My thoughts today were about those who people consider to be lucky, or fortunate.  It's true that we don't know the future and however well we plan there can be things which occur which we could never expect or foresee.   But irrespective of this I feel that preparation is important.  I don't know what I'm preparing for at present because I don't really have a vision or goal.  That doesn't worry me in the short term, but what does worry me is what I need to do to get that vision / goal.  I think it probably requires me to stop and take time out, something that I'm not good at doing at all, ever. 

Monday, December 05, 2011

Advent - Day 5 - Nothing

Today has been a busy but productive day at work but not getting back until quite late this evening meant that I couldn't do some of the things I'd have liked to such as ringing my family.  I'd all kinds of thoughts rushing about in my head - fragments of ideas of things I could reflect on.  When I turned off the lights and lit the advent candle though all I found myself doing was stopping and thinking about absolutely nothing.  It's not easy catching thoughts as they start to filter into your head and putting them away for attention later but simply stopping and looking at the flame has helped take away some of the stresses and worries of the day.

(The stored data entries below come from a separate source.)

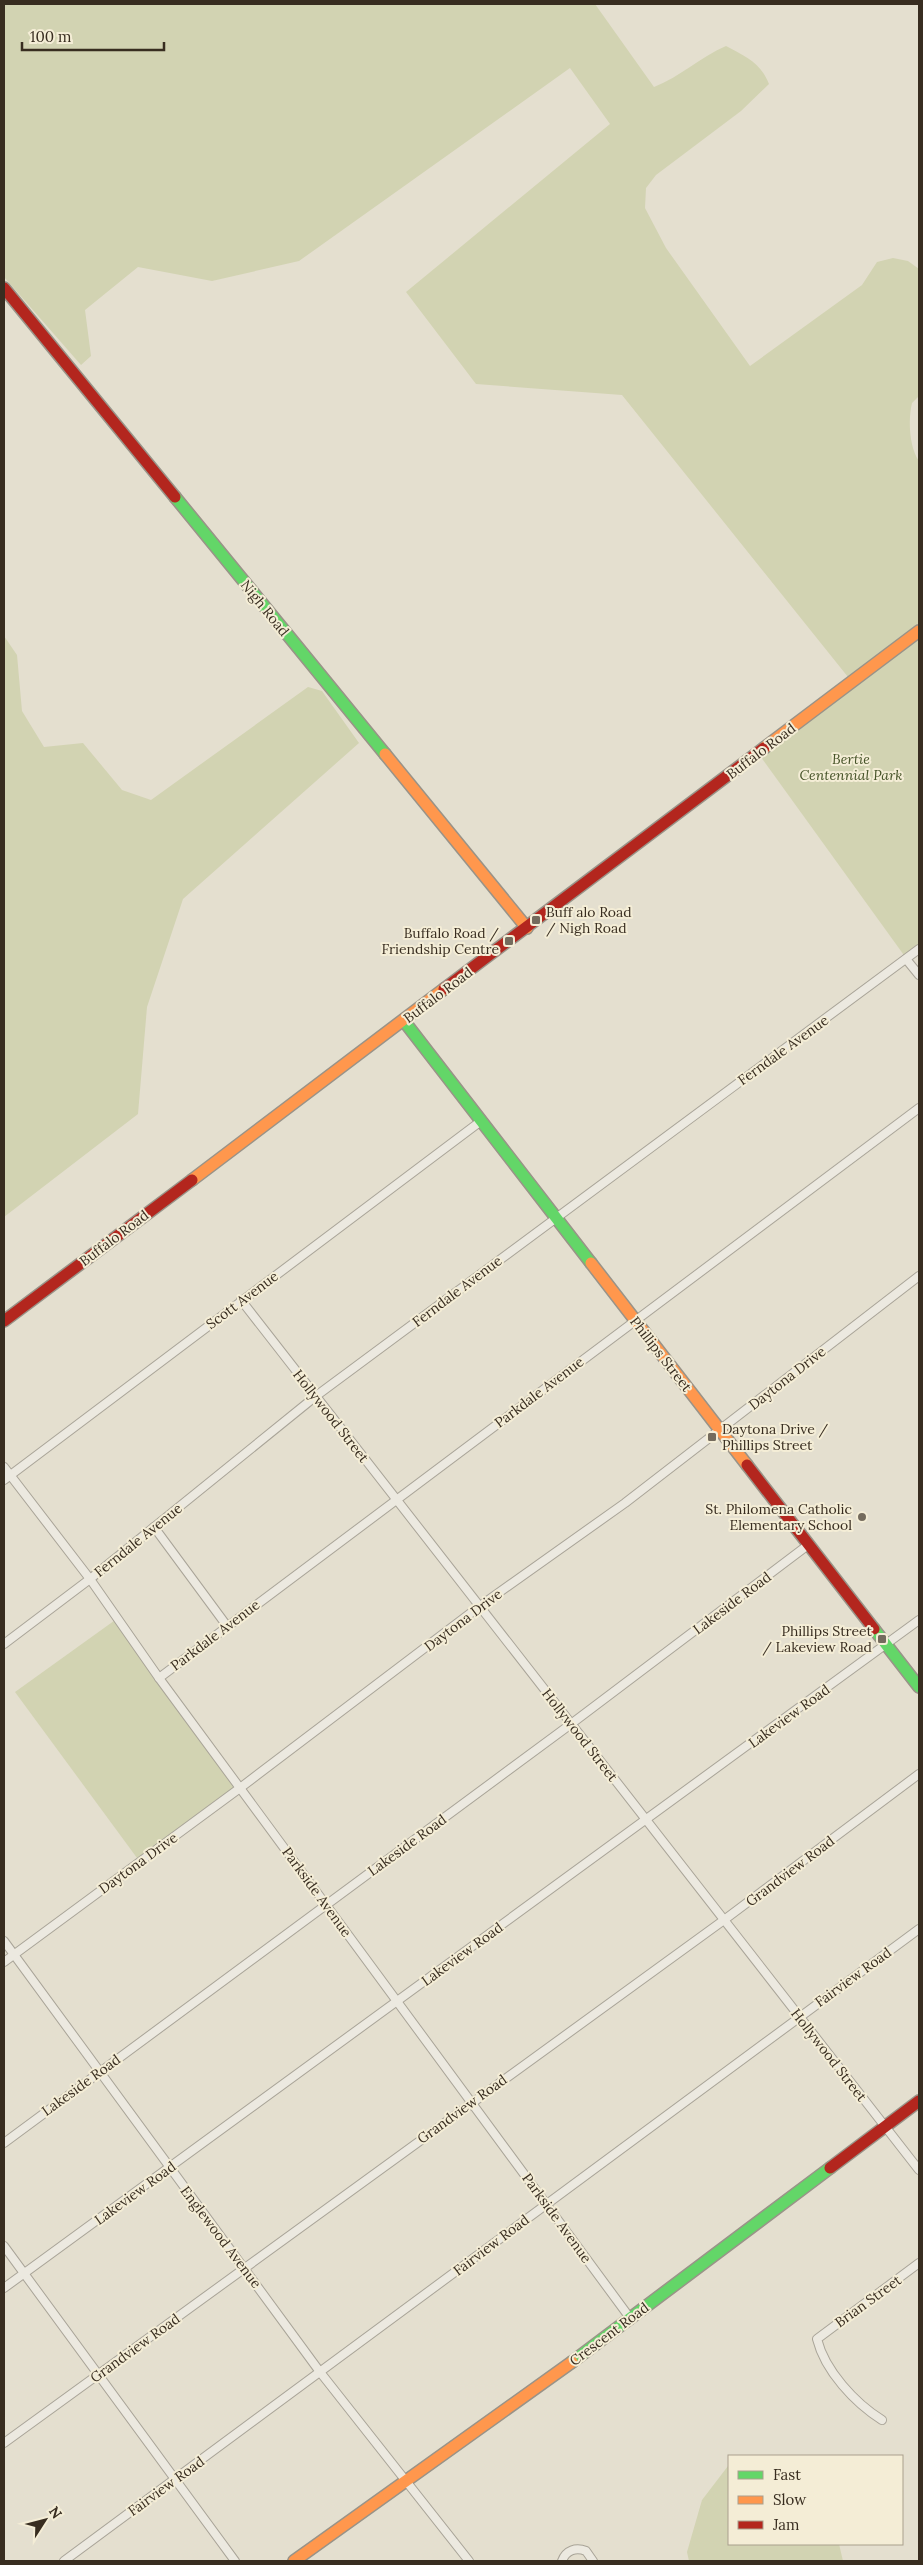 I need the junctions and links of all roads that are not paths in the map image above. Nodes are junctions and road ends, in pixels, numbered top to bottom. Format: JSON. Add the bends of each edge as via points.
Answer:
{"nodes":[{"id":1,"x":4,"y":288,"type":"edge"},
{"id":2,"x":919,"y":631,"type":"edge"},
{"id":3,"x":527,"y":928,"type":"junction"},
{"id":4,"x":919,"y":949,"type":"edge"},
{"id":5,"x":906,"y":959,"type":"junction"},
{"id":6,"x":919,"y":976,"type":"edge"},
{"id":7,"x":404,"y":1021,"type":"junction"},
{"id":8,"x":919,"y":1108,"type":"edge"},
{"id":9,"x":481,"y":1121,"type":"junction"},
{"id":10,"x":557,"y":1218,"type":"junction"},
{"id":11,"x":919,"y":1276,"type":"edge"},
{"id":12,"x":241,"y":1300,"type":"junction"},
{"id":13,"x":634,"y":1320,"type":"junction"},
{"id":14,"x":4,"y":1321,"type":"edge"},
{"id":15,"x":316,"y":1396,"type":"junction"},
{"id":16,"x":721,"y":1430,"type":"junction"},
{"id":17,"x":4,"y":1467,"type":"edge"},
{"id":18,"x":7,"y":1478,"type":"edge"},
{"id":19,"x":396,"y":1500,"type":"junction"},
{"id":20,"x":154,"y":1527,"type":"junction"},
{"id":21,"x":808,"y":1545,"type":"junction"},
{"id":22,"x":90,"y":1579,"type":"junction"},
{"id":23,"x":480,"y":1606,"type":"junction"},
{"id":24,"x":919,"y":1620,"type":"edge"},
{"id":25,"x":227,"y":1626,"type":"junction"},
{"id":26,"x":4,"y":1644,"type":"edge"},
{"id":27,"x":886,"y":1645,"type":"junction"},
{"id":28,"x":158,"y":1678,"type":"junction"},
{"id":29,"x":919,"y":1687,"type":"edge"},
{"id":30,"x":572,"y":1724,"type":"junction"},
{"id":31,"x":919,"y":1774,"type":"edge"},
{"id":32,"x":240,"y":1788,"type":"junction"},
{"id":33,"x":645,"y":1820,"type":"junction"},
{"id":34,"x":326,"y":1905,"type":"junction"},
{"id":35,"x":724,"y":1920,"type":"junction"},
{"id":36,"x":919,"y":1929,"type":"edge"},
{"id":37,"x":4,"y":1941,"type":"edge"},
{"id":38,"x":14,"y":1954,"type":"junction"},
{"id":39,"x":4,"y":1962,"type":"edge"},
{"id":40,"x":398,"y":2001,"type":"junction"},
{"id":41,"x":800,"y":2017,"type":"junction"},
{"id":42,"x":100,"y":2072,"type":"junction"},
{"id":43,"x":919,"y":2101,"type":"edge"},
{"id":44,"x":471,"y":2103,"type":"junction"},
{"id":45,"x":884,"y":2126,"type":"junction"},
{"id":46,"x":4,"y":2143,"type":"edge"},
{"id":47,"x":169,"y":2168,"type":"junction"},
{"id":48,"x":919,"y":2170,"type":"edge"},
{"id":49,"x":546,"y":2204,"type":"junction"},
{"id":50,"x":4,"y":2246,"type":"edge"},
{"id":51,"x":919,"y":2263,"type":"edge"},
{"id":52,"x":244,"y":2268,"type":"junction"},
{"id":53,"x":24,"y":2273,"type":"junction"},
{"id":54,"x":4,"y":2288,"type":"edge"},
{"id":55,"x":630,"y":2318,"type":"junction"},
{"id":56,"x":320,"y":2372,"type":"junction"},
{"id":57,"x":97,"y":2375,"type":"junction"},
{"id":58,"x":882,"y":2420,"type":"dead end"},
{"id":59,"x":4,"y":2443,"type":"edge"},
{"id":60,"x":175,"y":2479,"type":"junction"},
{"id":61,"x":406,"y":2482,"type":"junction"},
{"id":62,"x":64,"y":2561,"type":"edge"},
{"id":63,"x":235,"y":2561,"type":"edge"},
{"id":64,"x":294,"y":2561,"type":"edge"},
{"id":65,"x":469,"y":2561,"type":"edge"},
{"id":66,"x":562,"y":2561,"type":"edge"},
{"id":67,"x":593,"y":2561,"type":"edge"}],
"edges":[{"from":1,"to":3,"type":"street","name":"Nigh Road"},
{"from":2,"to":3,"type":"street","name":"Buffalo Road"},
{"from":3,"to":7,"type":"street","name":"Buffalo Road"},
{"from":4,"to":5,"type":"street","name":"Ferndale Avenue"},
{"from":5,"to":6,"type":"street"},
{"from":5,"to":10,"type":"street","name":"Ferndale Avenue"},
{"from":7,"to":9,"type":"street","name":"Phillips Street"},
{"from":7,"to":14,"type":"street","name":"Buffalo Road"},
{"from":8,"to":13,"type":"street","name":"Parkdale Avenue"},
{"from":9,"to":10,"type":"street","name":"Phillips Street"},
{"from":9,"to":12,"type":"street","name":"Scott Avenue"},
{"from":10,"to":13,"type":"street","name":"Phillips Street"},
{"from":10,"to":15,"type":"street","name":"Ferndale Avenue"},
{"from":11,"to":16,"type":"street","name":"Daytona Drive"},
{"from":12,"to":15,"type":"street","name":"Hollywood Street"},
{"from":12,"to":18,"type":"street","name":"Scott Avenue"},
{"from":13,"to":16,"type":"street","name":"Phillips Street"},
{"from":13,"to":19,"type":"street","name":"Parkdale Avenue"},
{"from":15,"to":19,"type":"street","name":"Hollywood Street"},
{"from":15,"to":20,"type":"street","name":"Ferndale Avenue"},
{"from":16,"to":21,"type":"street","name":"Phillips Street"},
{"from":16,"to":23,"type":"street","name":"Daytona Drive"},
{"from":17,"to":18,"type":"street","name":"Parkside Avenue"},
{"from":18,"to":22,"type":"street","name":"Parkside Avenue"},
{"from":19,"to":23,"type":"street","name":"Hollywood Street"},
{"from":19,"to":25,"type":"street","name":"Parkdale Avenue"},
{"from":20,"to":22,"type":"street","name":"Ferndale Avenue"},
{"from":20,"to":25,"type":"street"},
{"from":21,"to":27,"type":"street","name":"Phillips Street"},
{"from":21,"to":30,"type":"street","name":"Lakeside Road"},
{"from":22,"to":26,"type":"street","name":"Ferndale Avenue"},
{"from":22,"to":28,"type":"street","name":"Parkside Avenue"},
{"from":23,"to":30,"type":"street","name":"Hollywood Street"},
{"from":23,"to":32,"type":"street","name":"Daytona Drive"},
{"from":24,"to":27,"type":"street","name":"Lakeview Road"},
{"from":25,"to":28,"type":"street","name":"Parkdale Avenue"},
{"from":27,"to":29,"type":"street","name":"Phillips Street"},
{"from":27,"to":33,"type":"street","name":"Lakeview Road"},
{"from":28,"to":32,"type":"street","name":"Parkside Avenue"},
{"from":30,"to":33,"type":"street","name":"Hollywood Street"},
{"from":30,"to":34,"type":"street","name":"Lakeside Road"},
{"from":31,"to":35,"type":"street","name":"Grandview Road"},
{"from":32,"to":34,"type":"street","name":"Parkside Avenue"},
{"from":32,"to":38,"type":"street","name":"Daytona Drive"},
{"from":33,"to":35,"type":"street","name":"Hollywood Street"},
{"from":33,"to":40,"type":"street","name":"Lakeview Road"},
{"from":34,"to":40,"type":"street","name":"Parkside Avenue"},
{"from":34,"to":42,"type":"street","name":"Lakeside Road"},
{"from":35,"to":41,"type":"street","name":"Hollywood Street"},
{"from":35,"to":44,"type":"street","name":"Grandview Road"},
{"from":36,"to":41,"type":"street","name":"Fairview Road"},
{"from":37,"to":38,"type":"street","name":"Englewood Avenue"},
{"from":38,"to":39,"type":"street","name":"Daytona Drive"},
{"from":38,"to":42,"type":"street","name":"Englewood Avenue"},
{"from":40,"to":44,"type":"street","name":"Parkside Avenue"},
{"from":40,"to":47,"type":"street","name":"Lakeview Road"},
{"from":41,"to":45,"type":"street","name":"Hollywood Street"},
{"from":41,"to":49,"type":"street","name":"Fairview Road"},
{"from":42,"to":46,"type":"street","name":"Lakeside Road"},
{"from":42,"to":47,"type":"street","name":"Englewood Avenue"},
{"from":43,"to":45,"type":"street","name":"Crescent Road"},
{"from":44,"to":49,"type":"street","name":"Parkside Avenue"},
{"from":44,"to":52,"type":"street","name":"Grandview Road"},
{"from":45,"to":48,"type":"street","name":"Hollywood Street"},
{"from":45,"to":55,"type":"street","name":"Crescent Road"},
{"from":47,"to":52,"type":"street","name":"Englewood Avenue"},
{"from":47,"to":53,"type":"street","name":"Lakeview Road"},
{"from":49,"to":55,"type":"street","name":"Parkside Avenue"},
{"from":49,"to":56,"type":"street","name":"Fairview Road"},
{"from":50,"to":53,"type":"street"},
{"from":51,"to":58,"type":"street","name":"Brian Street","via":[[817,2339],[828,2365],[863,2408]]},
{"from":52,"to":56,"type":"street","name":"Englewood Avenue"},
{"from":52,"to":57,"type":"street","name":"Grandview Road"},
{"from":53,"to":54,"type":"street","name":"Lakeview Road"},
{"from":53,"to":57,"type":"street"},
{"from":55,"to":61,"type":"street","name":"Crescent Road"},
{"from":56,"to":60,"type":"street","name":"Fairview Road"},
{"from":56,"to":61,"type":"street","name":"Englewood Avenue"},
{"from":57,"to":59,"type":"street","name":"Grandview Road"},
{"from":57,"to":60,"type":"street"},
{"from":60,"to":62,"type":"street","name":"Fairview Road"},
{"from":60,"to":63,"type":"street"},
{"from":61,"to":64,"type":"street","name":"Crescent Road"},
{"from":61,"to":65,"type":"street","name":"Englewood Avenue"},
{"from":66,"to":67,"type":"street","via":[[567,2553],[576,2549],[586,2551]]}]}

There was quite a release in being aware of so many things that I could rationalise, analyse, prioritise or hypothesise about but consciously not doing it then and there.  Often I find myself responding to situations without thinking things through and by being so impulsive probably often don't spend my time or energy wisely.  I jump first and then look.  I reply to the trivial urgent emails but at the expense of the important non-urgent ones.  I update my status on facebook so a handful of people who don't really know me think something particular about me rather than picking up the phone and talking to the people who really matter in my life.  I read the news on the computer rather than just getting on the the decorating. 

Taking control of my time through consciously doing nothing, even for only 5 minutes, has been enlightening.

Sunday, December 04, 2011

Advent - Day 4 - Matthew 1:21

Yesterday I received my first Christmas card in the post.  In of itself that was nice although it did make me suddenly panic that I needed to do my Christmas cards and send them very soon. 

On the envelope I noticed the stamp.  It had a picture of an angel and the text Matthew 1:21.  Looking up this passage in the Bible it's where an angel appears to Joseph in a dream and says "She will bear a Son; and you shall call His name Jesus, for it is He who will save His people from their sins."

I'm sure that some would preach an entire sermon on that single verse, but the thing that struck me as I was stopping and thinking today was about how non-secular a statement that was to put on a stamp.  Apparently the Royal Mail alternates each year between secular and non-secular themes. It's refreshing in this age of political correctness and attempts to please everyone that such strong messages about what the Christmas story was actually about when it started can still be maintained.

It's strange being by myself this advent.  Many of my friends are busy talking about Christmas and putting up their trees and decorating their houses but my heart is just not in it at present.  Their focus is on having a special time in this cold and dark part of the year and I certainly can't blame them for that.  With a half painted house and trying to keep myself busy as much as possible the thought of getting the decorations that Niki and I used to share out of the loft and putting them up in the house isn't welcoming. I think it'd be too painful.  My advent this year is therefore proving to be fairly frugal and bare, but structured in that I'm enjoying taking time out to think each day.